Since 2020, the United States has powered through a once-in-a-century pandemic, the highest inflation in 40 years and fallout from two foreign wars. Now, after posting faster annual growth last year than in 2022, the U.S. economy is quashing fears of a recession while offering lessons for future crisis-fighting.

“The U.S. has really come out of this into a place of strength and is moving forward like covid never happened,” said Claudia Sahm, a former Federal Reserve economist who now runs an eponymous consulting firm. “We earned this; it wasn’t just a fluke.”

On Friday, President Biden hailed fresh government data showing that annual inflation over the second half of 2023 fell back to the Federal Reserve’s 2 percent target. Coupled with Thursday’s news that the economy grew by 3.1 percent over the past 12 months, the Commerce Department report showed that the United States appears to have achieved an economic soft landing.

Question for Mr. Jackson: Who is the real liar here?

As for item No. 2 on Mr. Jackson's list, he seems to be suggesting that political actions are supposed to be determined by the opinions of Americans who probably have no idea what they are talking about. The polling data apparently was driven by a special counsel's report regarding Biden's handling of classified documents. Knowledgeable critics have called Robert Hur's report a "partisan hit job." 

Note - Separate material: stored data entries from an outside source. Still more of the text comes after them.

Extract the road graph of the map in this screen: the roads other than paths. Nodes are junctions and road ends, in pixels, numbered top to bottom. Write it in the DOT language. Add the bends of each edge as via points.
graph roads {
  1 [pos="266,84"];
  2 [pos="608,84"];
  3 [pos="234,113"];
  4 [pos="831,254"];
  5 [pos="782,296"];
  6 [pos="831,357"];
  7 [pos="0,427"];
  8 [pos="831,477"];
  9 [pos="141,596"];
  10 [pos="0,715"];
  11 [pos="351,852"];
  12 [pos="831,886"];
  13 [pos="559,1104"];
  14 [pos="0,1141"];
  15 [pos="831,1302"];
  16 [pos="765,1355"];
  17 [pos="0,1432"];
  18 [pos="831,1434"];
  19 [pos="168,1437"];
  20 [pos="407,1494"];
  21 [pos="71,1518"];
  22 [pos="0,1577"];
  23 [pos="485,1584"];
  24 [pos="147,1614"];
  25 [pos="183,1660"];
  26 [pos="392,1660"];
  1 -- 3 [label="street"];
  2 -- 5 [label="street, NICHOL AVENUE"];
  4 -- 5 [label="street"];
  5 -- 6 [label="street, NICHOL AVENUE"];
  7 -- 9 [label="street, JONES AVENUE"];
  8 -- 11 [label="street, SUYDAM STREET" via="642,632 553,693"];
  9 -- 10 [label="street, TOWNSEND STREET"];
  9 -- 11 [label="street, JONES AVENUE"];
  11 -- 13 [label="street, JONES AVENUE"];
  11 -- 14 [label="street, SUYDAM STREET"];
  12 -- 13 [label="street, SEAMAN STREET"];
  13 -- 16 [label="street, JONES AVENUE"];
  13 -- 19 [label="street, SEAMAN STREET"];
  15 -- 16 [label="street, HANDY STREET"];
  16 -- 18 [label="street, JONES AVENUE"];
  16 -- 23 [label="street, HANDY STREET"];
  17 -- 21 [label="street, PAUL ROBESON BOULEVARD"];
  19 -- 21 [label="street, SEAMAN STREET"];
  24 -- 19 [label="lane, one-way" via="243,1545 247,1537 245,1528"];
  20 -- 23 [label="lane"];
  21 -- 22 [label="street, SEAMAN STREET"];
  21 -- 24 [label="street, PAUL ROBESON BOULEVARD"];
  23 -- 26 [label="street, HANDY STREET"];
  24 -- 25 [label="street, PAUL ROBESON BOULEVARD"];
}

Jackson, it seems, would have you believe Hur is a neurologist who is qualified to determine if someone suffers from a cognitive. deficit. Alas, Hur is a lawyer (and a Trump appointee), not a neurologist, and there is nothing in his bakground to suggest he is qualified to make judgments about anyone's memory. 

As for No. 1, we've already shown that Jackson is out to lunch on the economy, so I see little reason to believe he's much of a source on anything related to China.

 

Let's return to K.B. Forbes for insights about Alabama Power's network of conservative con artists:

The Southern Company criminal enterprise used these same tactics and venues in the campaign of fear and intimidation against Burt Newsome and his family, us (the CDLU), and our CEO, K.B. Forbes, and his family in the summer of 2020.

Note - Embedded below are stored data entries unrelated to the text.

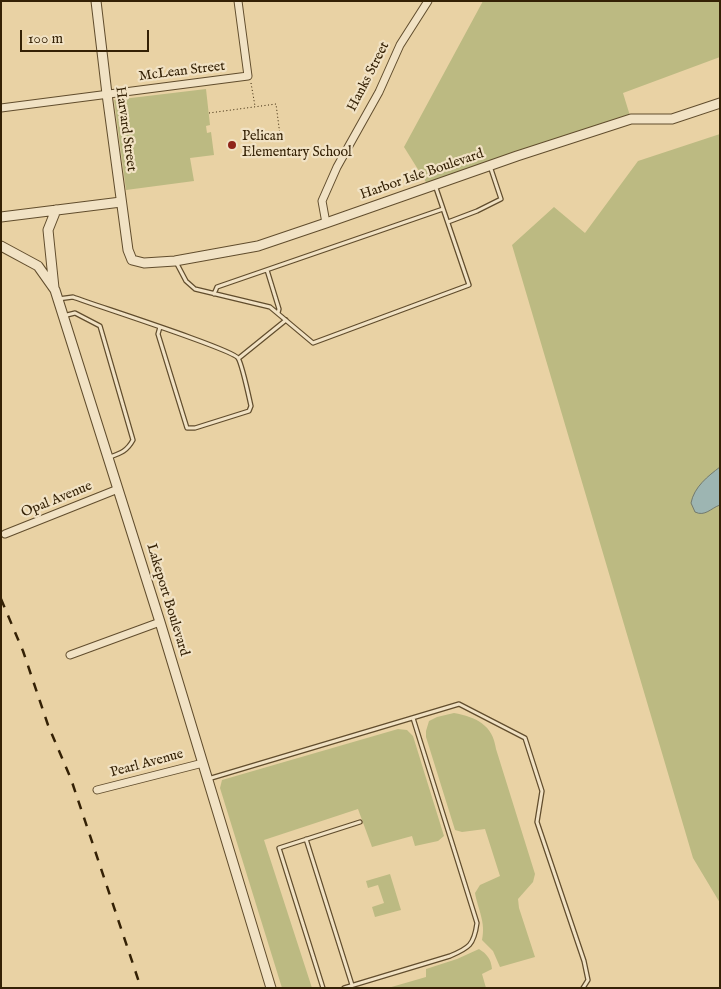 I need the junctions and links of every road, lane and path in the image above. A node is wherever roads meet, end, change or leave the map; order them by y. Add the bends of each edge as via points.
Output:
1 (96, 1) edge
2 (238, 1) edge
3 (428, 1) edge
4 (251, 83) dead end
5 (106, 94) junction
6 (720, 103) edge
7 (255, 107) junction
8 (1, 108) edge
9 (209, 113) dead end
10 (280, 134) dead end
11 (489, 166) junction
12 (435, 185) junction
13 (121, 202) junction
14 (443, 209) junction
15 (56, 210) junction
16 (1, 217) edge
17 (448, 222) junction
18 (326, 223) junction
19 (1, 246) edge
20 (132, 260) joint
21 (176, 261) junction
22 (267, 270) junction
23 (214, 294) junction
24 (56, 295) junction
25 (278, 314) junction
26 (63, 316) junction
27 (286, 320) junction
28 (160, 327) junction
29 (238, 358) junction
30 (108, 457) junction
31 (118, 489) junction
32 (6, 534) dead end
33 (160, 622) junction
34 (70, 655) dead end
35 (413, 718) junction
36 (203, 762) junction
37 (208, 779) junction
38 (97, 790) dead end
39 (360, 822) dead end
40 (306, 839) junction
41 (352, 985) junction
42 (272, 988) edge
43 (323, 988) edge
44 (344, 988) edge
45 (583, 988) edge

1 - 5 street, Harvard Street
2 - 5 street, McLean Street via 248,76
3 - 18 street, Hanks Street via 396,53 336,168 322,201
4 - 7 path
5 - 8 street, McLean Street
5 - 13 street, Harvard Street
6 - 11 street, Harbor Isle Boulevard via 672,119 631,119
7 - 9 path
7 - 10 path via 276,104
11 - 12 street, Harbor Isle Boulevard
11 - 17 lane via 501,199
12 - 14 lane
12 - 18 street, Harbor Isle Boulevard
13 - 15 street
13 - 20 street, Harvard Street
14 - 17 lane
14 - 22 lane
15 - 16 street
15 - 24 street via 48,230
17 - 27 lane via 469,285 313,343
18 - 21 street, Harbor Isle Boulevard via 258,246
19 - 24 street, Lakeport Boulevard via 38,266
20 - 21 street, Harbor Isle Boulevard via 144,264
21 - 23 lane via 194,289
22 - 23 lane via 217,287
22 - 25 lane
23 - 25 lane via 270,307
24 - 26 street, Lakeport Boulevard
24 - 28 lane via 73,297
25 - 27 lane
26 - 30 street, Lakeport Boulevard
26 - 30 lane via 75,313 100,326 133,440 123,453
27 - 29 lane
28 - 29 lane via 232,352
28 - 29 lane via 158,334 187,428 249,411 251,406
30 - 31 street, Lakeport Boulevard
31 - 32 street, Opal Avenue
31 - 33 street, Lakeport Boulevard
33 - 34 street
33 - 36 street, Lakeport Boulevard
35 - 37 lane
35 - 41 lane via 477,923 475,939 465,949 450,956
35 - 45 lane via 459,704 525,738 542,791 537,822 584,961 588,980
36 - 37 street, Lakeport Boulevard
36 - 38 street, Pearl Avenue
37 - 42 street, Lakeport Boulevard
39 - 40 lane
40 - 41 lane
40 - 43 lane via 279,848
41 - 44 lane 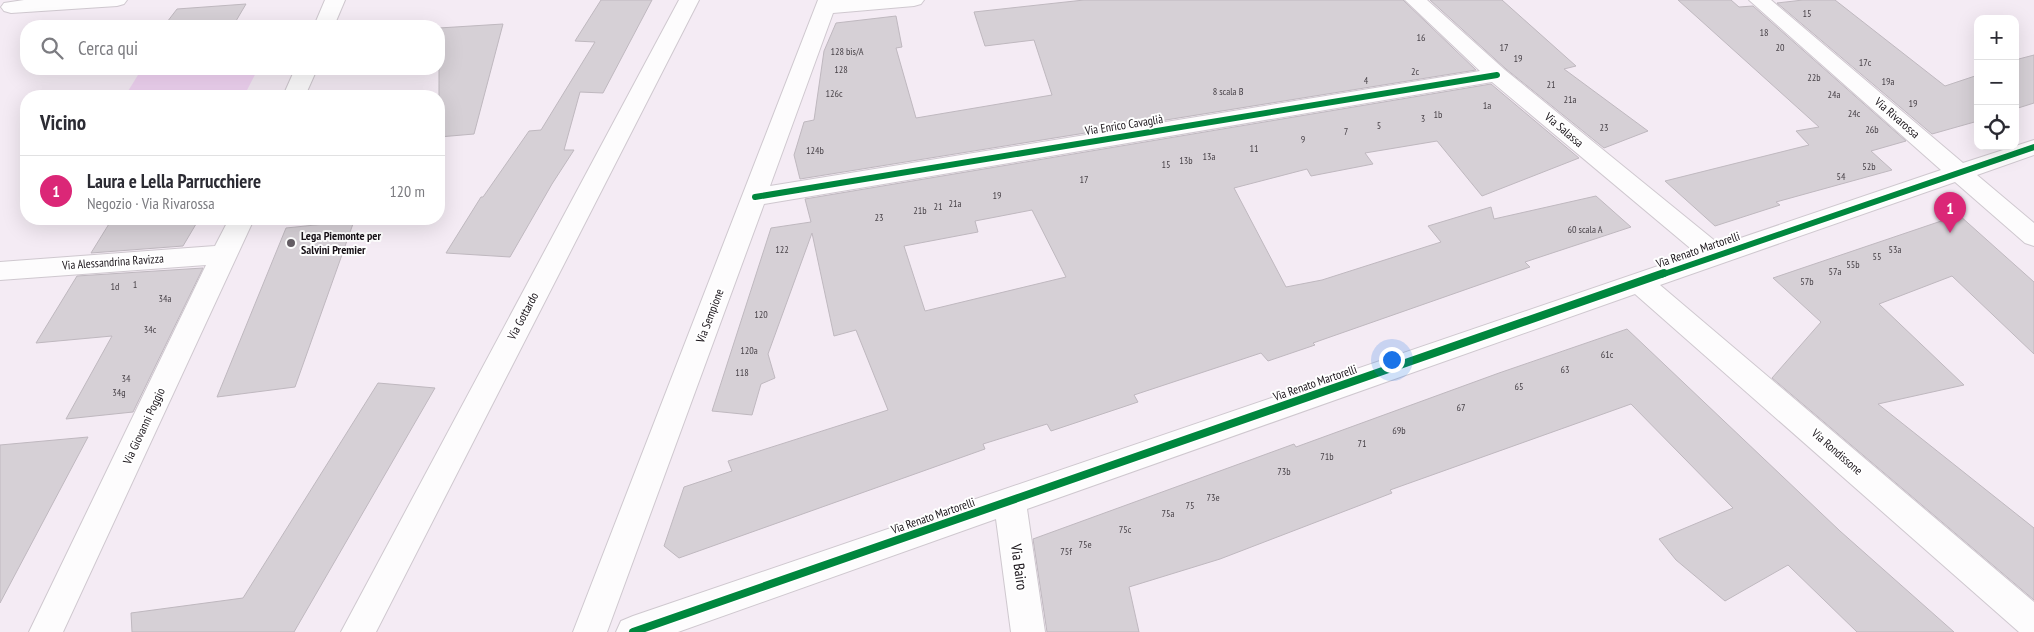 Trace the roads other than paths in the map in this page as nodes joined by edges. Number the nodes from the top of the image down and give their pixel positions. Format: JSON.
{"nodes":[{"id":1,"x":117,"y":0,"type":"edge"},
{"id":2,"x":335,"y":0,"type":"edge"},
{"id":3,"x":689,"y":0,"type":"edge"},
{"id":4,"x":914,"y":0,"type":"edge"},
{"id":5,"x":1415,"y":0,"type":"edge"},
{"id":6,"x":1759,"y":0,"type":"edge"},
{"id":7,"x":826,"y":4,"type":"edge"},
{"id":8,"x":10,"y":9,"type":"edge"},
{"id":9,"x":327,"y":20,"type":"edge"},
{"id":10,"x":303,"y":75,"type":"edge"},
{"id":11,"x":1497,"y":75,"type":"junction"},
{"id":12,"x":297,"y":90,"type":"edge"},
{"id":13,"x":2034,"y":147,"type":"edge"},
{"id":14,"x":1960,"y":173,"type":"junction"},
{"id":15,"x":755,"y":197,"type":"junction"},
{"id":16,"x":238,"y":225,"type":"edge"},
{"id":17,"x":2034,"y":237,"type":"edge"},
{"id":18,"x":226,"y":254,"type":"junction"},
{"id":19,"x":1716,"y":256,"type":"junction"},
{"id":20,"x":0,"y":271,"type":"edge"},
{"id":21,"x":1639,"y":282,"type":"junction"},
{"id":22,"x":1010,"y":502,"type":"junction"},
{"id":23,"x":2034,"y":623,"type":"edge"},
{"id":24,"x":46,"y":632,"type":"edge"},
{"id":25,"x":358,"y":632,"type":"edge"},
{"id":26,"x":590,"y":632,"type":"edge"},
{"id":27,"x":633,"y":632,"type":"edge"},
{"id":28,"x":1028,"y":632,"type":"edge"}],
"edges":[{"from":1,"to":8,"type":"street"},
{"from":2,"to":9,"type":"street"},
{"from":3,"to":25,"type":"street","name":"Via Gottardo"},
{"from":4,"to":7,"type":"street"},
{"from":5,"to":11,"type":"street","name":"Via Salassa"},
{"from":6,"to":14,"type":"street","name":"Via Rivarossa"},
{"from":7,"to":15,"type":"street","name":"Via Sempione"},
{"from":10,"to":12,"type":"street"},
{"from":11,"to":15,"type":"street","name":"Via Enrico Cavaglià"},
{"from":11,"to":19,"type":"street","name":"Via Salassa"},
{"from":13,"to":14,"type":"street","name":"Via Renato Martorelli"},
{"from":14,"to":17,"type":"street","name":"Via Rivarossa"},
{"from":14,"to":19,"type":"street","name":"Via Renato Martorelli"},
{"from":15,"to":26,"type":"street","name":"Via Sempione"},
{"from":16,"to":18,"type":"street","name":"Via Giovanni Poggio"},
{"from":18,"to":20,"type":"street","name":"Via Alessandrina Ravizza"},
{"from":18,"to":24,"type":"street","name":"Via Giovanni Poggio"},
{"from":19,"to":21,"type":"street","name":"Via Renato Martorelli"},
{"from":21,"to":22,"type":"street","name":"Via Renato Martorelli"},
{"from":21,"to":23,"type":"street","name":"Via Rondissone"},
{"from":22,"to":27,"type":"street","name":"Via Renato Martorelli"},
{"from":22,"to":28,"type":"street","name":"Via Bairo"}]}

That summer, the Alabama Political Reporter (APR) viciously and repeatedly attacked Forbes, this website, and the CDLU.

Josh Moon, a once-respected journalist, amputated his brain and did a series of orchestrated hit jobs through 2021 attacking the CDLU, K.B. Forbes, and Burt Newsome.

Moon even allegedly stalked the CDLU, showing up to our headquarters.

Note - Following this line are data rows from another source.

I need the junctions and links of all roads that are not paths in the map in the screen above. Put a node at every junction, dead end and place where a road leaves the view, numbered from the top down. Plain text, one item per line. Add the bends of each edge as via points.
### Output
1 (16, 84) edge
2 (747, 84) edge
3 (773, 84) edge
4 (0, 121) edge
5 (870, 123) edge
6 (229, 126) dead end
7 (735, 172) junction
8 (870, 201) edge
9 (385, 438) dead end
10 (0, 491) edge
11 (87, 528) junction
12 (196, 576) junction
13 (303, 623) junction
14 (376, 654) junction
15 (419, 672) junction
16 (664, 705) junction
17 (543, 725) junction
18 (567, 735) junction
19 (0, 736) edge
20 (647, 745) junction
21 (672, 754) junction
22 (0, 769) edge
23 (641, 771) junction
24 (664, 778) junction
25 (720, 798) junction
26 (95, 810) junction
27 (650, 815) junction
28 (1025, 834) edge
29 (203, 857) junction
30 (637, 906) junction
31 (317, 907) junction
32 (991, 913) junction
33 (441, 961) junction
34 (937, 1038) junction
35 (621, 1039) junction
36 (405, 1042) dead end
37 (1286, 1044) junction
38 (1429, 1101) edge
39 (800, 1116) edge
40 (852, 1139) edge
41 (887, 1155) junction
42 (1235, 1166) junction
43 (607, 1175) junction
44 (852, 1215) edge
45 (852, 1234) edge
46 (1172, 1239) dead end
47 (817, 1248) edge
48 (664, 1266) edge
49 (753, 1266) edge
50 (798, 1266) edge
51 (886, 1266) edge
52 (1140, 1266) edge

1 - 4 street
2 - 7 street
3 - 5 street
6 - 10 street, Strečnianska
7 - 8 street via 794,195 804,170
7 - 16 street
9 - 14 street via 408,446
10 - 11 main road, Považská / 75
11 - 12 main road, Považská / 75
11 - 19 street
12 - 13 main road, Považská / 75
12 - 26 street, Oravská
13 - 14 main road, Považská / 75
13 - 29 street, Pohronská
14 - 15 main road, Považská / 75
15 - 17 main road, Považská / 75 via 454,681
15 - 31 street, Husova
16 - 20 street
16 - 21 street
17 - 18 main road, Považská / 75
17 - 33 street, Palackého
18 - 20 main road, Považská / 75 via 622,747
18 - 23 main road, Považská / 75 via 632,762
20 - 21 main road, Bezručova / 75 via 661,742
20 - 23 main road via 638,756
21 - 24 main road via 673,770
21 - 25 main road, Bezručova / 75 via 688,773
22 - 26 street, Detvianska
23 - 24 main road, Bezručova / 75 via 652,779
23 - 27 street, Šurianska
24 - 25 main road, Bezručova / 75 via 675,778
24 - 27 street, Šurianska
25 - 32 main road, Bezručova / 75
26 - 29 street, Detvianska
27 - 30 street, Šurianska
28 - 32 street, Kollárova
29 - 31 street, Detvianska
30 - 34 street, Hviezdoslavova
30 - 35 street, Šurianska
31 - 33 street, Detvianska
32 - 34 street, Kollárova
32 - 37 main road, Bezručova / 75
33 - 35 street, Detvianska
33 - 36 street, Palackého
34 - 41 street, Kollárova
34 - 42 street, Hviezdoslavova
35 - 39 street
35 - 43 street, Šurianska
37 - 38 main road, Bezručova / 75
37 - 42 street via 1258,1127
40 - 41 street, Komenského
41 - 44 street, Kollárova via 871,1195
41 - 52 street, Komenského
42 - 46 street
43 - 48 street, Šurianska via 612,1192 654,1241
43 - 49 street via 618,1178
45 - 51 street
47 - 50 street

Southern Company paid APR $120,000 through Matrix, the obscure political consulting firm, according to documents we obtained anonymously, to attack and smear Forbes and Newsome.

The Guardian affirms the history of payouts to APR whose publisher appears to act like a forgetful Bangkok whore:

Two Alabama Political Reporter journalists recounted separate instances of a critical story they wrote about Alabama Power being killed without explanation by their outlet in 2013 and 2021. Each suspected the articles were held to appease Alabama Power. At least as far back as April 2013, the Alabama Political Reporter was being paid $8,000 a month by Matrix, the consulting firm employed by Alabama Power, leaked records show. The site’s publisher didn’t remember the stories and denied they were killed because of the utility.

And is this aggressive approach from a utility company new? No, says The Guardian:

Even before Alabama Power created its own news entities, four reporters in the state said the utility was aggressive in squashing negative news coverage, including frequently challenging reporting by demanding to meet with top newsroom leaders or threatening lawsuits.

In 2001, Birmingham’s Fox 6 TV station killed a story about an elderly woman who died after life-sustaining equipment was turned off in her home when Alabama Power halted her electric service over failure to pay. Three former newsroom staffers who asked not to be named said a station executive – who later went to work for Alabama Power – spiked the story.

Lovely. Isn’t the Southern Company criminal enterprise just lovely?